We can see this in the ToolTips window from the Output List for the Index Seek, in figure 5, which shows the EmailAddress and ContactID columns.

618-ninth.png

Figure 5

The key values are then used in a Key Lookup on the PK_Contact_ContactID clustered index to find the corresponding rows, with the output list being the LastName and Phone columns, as shown in figure 6.

618-tenth.png

 

Figure 6

A Key Lookup is a bookmark lookup on a table with a clustered index. (Pre-SP2, this operation would have been represented with a Clustered Index scan, with a LookUp value of True) .

A Key Lookup essentially means that the optimizer cannot retrieve the rows in a single operation, and has to use a clustered key (or a row ID) to return the corresponding rows from a clustered index (or from the table itself).

The presence of a Key Lookup is an indication that query performance might benefit from the presence of a covering or included index. Both a covering or included index include all of the columns that need to be returned by a query, so all the columns of each row are found in the index, and a Key Lookup does not have to occur in order to get all the columns that need to be returned.

A Key LookUp is always accompanied by the Nested Loop join operation that combines the results of the two operations.

618-eleventh.png

Figure 7

Typically, a Nested Loops join is a standard type of join and by itself does not indicate any performance issues.
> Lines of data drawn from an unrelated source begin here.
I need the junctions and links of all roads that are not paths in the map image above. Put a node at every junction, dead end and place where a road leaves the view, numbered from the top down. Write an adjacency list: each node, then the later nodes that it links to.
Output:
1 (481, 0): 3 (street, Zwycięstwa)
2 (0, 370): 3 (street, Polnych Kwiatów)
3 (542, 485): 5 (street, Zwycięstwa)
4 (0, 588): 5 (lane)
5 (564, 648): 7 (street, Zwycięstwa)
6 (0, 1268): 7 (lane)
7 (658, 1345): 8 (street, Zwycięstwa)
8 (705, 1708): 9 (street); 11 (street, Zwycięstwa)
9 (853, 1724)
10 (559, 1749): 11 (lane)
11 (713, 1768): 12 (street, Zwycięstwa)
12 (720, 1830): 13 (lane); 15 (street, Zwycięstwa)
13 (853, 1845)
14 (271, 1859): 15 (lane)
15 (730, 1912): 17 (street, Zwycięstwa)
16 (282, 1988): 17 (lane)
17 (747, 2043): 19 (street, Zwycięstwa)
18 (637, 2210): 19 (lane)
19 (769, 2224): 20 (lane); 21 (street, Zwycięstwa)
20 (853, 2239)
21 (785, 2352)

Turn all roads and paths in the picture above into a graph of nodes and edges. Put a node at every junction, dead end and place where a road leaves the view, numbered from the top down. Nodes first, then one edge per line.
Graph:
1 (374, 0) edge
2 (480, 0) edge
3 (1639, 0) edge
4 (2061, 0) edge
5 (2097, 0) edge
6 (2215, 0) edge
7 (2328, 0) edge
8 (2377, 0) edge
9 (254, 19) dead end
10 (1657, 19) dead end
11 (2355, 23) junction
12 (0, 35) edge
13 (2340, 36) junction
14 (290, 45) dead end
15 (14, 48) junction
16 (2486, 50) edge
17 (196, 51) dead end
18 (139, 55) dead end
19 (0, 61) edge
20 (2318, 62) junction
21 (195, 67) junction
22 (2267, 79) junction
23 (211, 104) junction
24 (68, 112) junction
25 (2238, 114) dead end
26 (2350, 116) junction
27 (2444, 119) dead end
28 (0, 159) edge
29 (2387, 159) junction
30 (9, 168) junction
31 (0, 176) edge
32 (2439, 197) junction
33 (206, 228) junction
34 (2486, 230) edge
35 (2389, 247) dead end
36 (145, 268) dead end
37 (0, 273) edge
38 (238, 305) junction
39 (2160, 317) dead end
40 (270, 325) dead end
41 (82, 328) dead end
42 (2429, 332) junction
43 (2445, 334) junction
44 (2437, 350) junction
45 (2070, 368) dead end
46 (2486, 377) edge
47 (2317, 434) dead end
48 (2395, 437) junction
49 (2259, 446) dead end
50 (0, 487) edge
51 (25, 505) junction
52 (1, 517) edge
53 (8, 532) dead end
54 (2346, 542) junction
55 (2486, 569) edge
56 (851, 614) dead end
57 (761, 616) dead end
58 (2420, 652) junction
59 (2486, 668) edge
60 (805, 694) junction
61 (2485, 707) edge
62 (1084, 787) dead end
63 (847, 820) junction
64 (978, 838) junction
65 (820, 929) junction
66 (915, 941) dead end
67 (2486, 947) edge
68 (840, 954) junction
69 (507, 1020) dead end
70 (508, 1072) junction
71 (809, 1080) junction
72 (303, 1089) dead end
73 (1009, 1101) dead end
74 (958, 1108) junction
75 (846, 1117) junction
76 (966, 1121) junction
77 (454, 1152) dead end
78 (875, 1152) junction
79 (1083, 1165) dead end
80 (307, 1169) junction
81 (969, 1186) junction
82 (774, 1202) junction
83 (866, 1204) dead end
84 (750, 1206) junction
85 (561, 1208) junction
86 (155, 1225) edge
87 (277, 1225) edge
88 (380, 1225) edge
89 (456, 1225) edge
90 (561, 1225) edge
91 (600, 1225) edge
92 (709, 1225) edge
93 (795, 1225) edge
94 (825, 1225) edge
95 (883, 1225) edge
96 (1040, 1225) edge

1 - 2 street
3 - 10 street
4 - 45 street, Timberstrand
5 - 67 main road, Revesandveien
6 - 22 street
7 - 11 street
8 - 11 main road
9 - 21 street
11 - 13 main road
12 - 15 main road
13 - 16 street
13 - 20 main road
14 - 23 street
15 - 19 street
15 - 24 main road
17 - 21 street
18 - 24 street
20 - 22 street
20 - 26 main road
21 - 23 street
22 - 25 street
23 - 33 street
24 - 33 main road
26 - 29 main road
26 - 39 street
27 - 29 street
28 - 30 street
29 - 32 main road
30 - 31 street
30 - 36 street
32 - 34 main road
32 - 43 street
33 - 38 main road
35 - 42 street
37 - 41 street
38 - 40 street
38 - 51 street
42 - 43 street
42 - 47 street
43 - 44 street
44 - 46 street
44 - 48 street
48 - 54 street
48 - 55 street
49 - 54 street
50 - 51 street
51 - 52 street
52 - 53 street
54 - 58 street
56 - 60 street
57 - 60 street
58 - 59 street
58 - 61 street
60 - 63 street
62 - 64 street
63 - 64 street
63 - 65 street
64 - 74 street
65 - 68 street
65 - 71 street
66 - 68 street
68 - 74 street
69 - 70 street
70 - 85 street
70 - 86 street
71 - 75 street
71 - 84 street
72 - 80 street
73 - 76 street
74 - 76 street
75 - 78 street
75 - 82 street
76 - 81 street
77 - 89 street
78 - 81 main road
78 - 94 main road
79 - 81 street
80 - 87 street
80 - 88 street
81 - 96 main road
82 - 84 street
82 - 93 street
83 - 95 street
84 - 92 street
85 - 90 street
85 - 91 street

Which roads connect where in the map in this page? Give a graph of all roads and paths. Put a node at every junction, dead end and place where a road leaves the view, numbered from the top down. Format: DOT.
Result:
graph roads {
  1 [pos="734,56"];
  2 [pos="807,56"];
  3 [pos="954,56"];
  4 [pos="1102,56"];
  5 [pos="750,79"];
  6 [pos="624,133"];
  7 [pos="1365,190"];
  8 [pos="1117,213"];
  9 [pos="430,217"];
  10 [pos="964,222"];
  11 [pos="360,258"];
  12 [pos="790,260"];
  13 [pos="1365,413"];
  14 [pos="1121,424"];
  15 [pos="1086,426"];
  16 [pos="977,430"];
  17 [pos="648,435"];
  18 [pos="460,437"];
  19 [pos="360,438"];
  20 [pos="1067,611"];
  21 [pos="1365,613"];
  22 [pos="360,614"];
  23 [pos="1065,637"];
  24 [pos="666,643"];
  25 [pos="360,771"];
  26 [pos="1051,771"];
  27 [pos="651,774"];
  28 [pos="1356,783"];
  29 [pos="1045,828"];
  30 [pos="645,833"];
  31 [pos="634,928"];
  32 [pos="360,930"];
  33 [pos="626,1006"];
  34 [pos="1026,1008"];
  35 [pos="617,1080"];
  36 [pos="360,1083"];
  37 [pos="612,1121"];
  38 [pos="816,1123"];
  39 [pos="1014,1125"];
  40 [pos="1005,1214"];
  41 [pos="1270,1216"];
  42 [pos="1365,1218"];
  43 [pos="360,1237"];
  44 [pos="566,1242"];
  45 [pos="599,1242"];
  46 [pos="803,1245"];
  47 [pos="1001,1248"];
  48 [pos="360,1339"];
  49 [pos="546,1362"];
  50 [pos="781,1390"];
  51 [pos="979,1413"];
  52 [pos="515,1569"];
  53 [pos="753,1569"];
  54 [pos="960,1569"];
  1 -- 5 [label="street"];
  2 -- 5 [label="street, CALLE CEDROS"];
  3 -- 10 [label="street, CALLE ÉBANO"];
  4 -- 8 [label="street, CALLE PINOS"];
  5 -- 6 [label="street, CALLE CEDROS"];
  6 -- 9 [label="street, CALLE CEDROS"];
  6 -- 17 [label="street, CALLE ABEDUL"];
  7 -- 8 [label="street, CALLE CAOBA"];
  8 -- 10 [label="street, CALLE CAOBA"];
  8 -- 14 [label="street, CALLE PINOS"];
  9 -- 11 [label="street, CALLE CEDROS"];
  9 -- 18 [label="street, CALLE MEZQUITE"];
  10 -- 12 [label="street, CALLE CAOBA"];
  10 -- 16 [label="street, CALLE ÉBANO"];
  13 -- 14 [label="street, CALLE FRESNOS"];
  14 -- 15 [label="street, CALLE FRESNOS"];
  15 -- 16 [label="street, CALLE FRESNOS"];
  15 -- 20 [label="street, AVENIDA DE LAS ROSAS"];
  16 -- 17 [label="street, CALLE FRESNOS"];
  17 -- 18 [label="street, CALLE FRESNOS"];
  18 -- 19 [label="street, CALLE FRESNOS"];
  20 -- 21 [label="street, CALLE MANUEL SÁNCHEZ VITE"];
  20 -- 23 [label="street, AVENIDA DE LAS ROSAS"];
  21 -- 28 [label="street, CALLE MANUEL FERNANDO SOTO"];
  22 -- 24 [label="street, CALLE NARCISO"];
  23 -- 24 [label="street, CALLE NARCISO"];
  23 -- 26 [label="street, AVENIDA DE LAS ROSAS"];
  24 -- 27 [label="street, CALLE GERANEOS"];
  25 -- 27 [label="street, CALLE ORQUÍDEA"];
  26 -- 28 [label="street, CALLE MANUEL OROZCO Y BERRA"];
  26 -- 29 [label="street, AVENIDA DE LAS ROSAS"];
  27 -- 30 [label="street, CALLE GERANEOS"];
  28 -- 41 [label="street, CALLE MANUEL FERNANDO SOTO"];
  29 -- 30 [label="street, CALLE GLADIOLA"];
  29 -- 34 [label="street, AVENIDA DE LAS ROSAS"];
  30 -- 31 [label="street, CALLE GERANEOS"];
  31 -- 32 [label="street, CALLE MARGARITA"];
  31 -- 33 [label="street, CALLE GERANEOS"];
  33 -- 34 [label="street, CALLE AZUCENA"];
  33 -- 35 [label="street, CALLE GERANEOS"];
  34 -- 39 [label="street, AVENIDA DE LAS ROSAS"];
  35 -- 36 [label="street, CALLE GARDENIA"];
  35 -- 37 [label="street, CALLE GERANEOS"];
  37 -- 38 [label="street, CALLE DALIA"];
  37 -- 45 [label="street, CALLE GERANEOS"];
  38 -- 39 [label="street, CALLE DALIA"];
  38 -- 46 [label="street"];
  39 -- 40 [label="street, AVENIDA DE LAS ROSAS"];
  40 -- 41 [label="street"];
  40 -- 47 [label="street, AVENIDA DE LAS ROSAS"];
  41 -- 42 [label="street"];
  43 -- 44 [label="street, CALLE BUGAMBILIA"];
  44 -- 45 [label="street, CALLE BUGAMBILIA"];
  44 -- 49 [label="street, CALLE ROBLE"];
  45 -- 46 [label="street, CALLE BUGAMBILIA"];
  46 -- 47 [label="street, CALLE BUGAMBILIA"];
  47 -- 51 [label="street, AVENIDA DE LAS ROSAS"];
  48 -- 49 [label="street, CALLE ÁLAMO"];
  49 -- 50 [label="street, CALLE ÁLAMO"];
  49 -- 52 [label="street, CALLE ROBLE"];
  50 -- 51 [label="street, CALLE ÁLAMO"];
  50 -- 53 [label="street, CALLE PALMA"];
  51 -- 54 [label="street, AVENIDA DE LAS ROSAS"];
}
In this case, because a Key Lookup operation is required, the Nested Loops join is needed to combine the rows of the Index Seek and Key Lookup. If the Key Lookup was not needed (because a covering index was available), then the Nested Loops operator would not be needed and would not appear in the graphical execution plan.

Table Scan 

618-FortySixth.png

This operator is fairly self-explanatory and is one we previously encountered in Article 1. It indicates that the required rows were returned by scanning the table, one row after another. You can see a table scan operation by executing the following query:

SELECT  *

FROM    [dbo].[DatabaseLog]

618-FortyFifth.png

Figure 8

A table scan can occur for several reasons, but it’s often because there are no useful indexes on the table, and the query optimizer has to search through every row in order to identify the rows to return. Another common reason why a table scan may occur is when all the rows of a table are returned, as is the case in this example. When all (or the majority) of the rows of a table are returned then, whether an index exists or not, it is often faster for the query optimizer to scan through each row and return them than look up each row in an index. And last, sometimes the query optimizer determines that it is faster to scan each row than it is to use an index to return the rows. This commonly occurs in tables with few rows.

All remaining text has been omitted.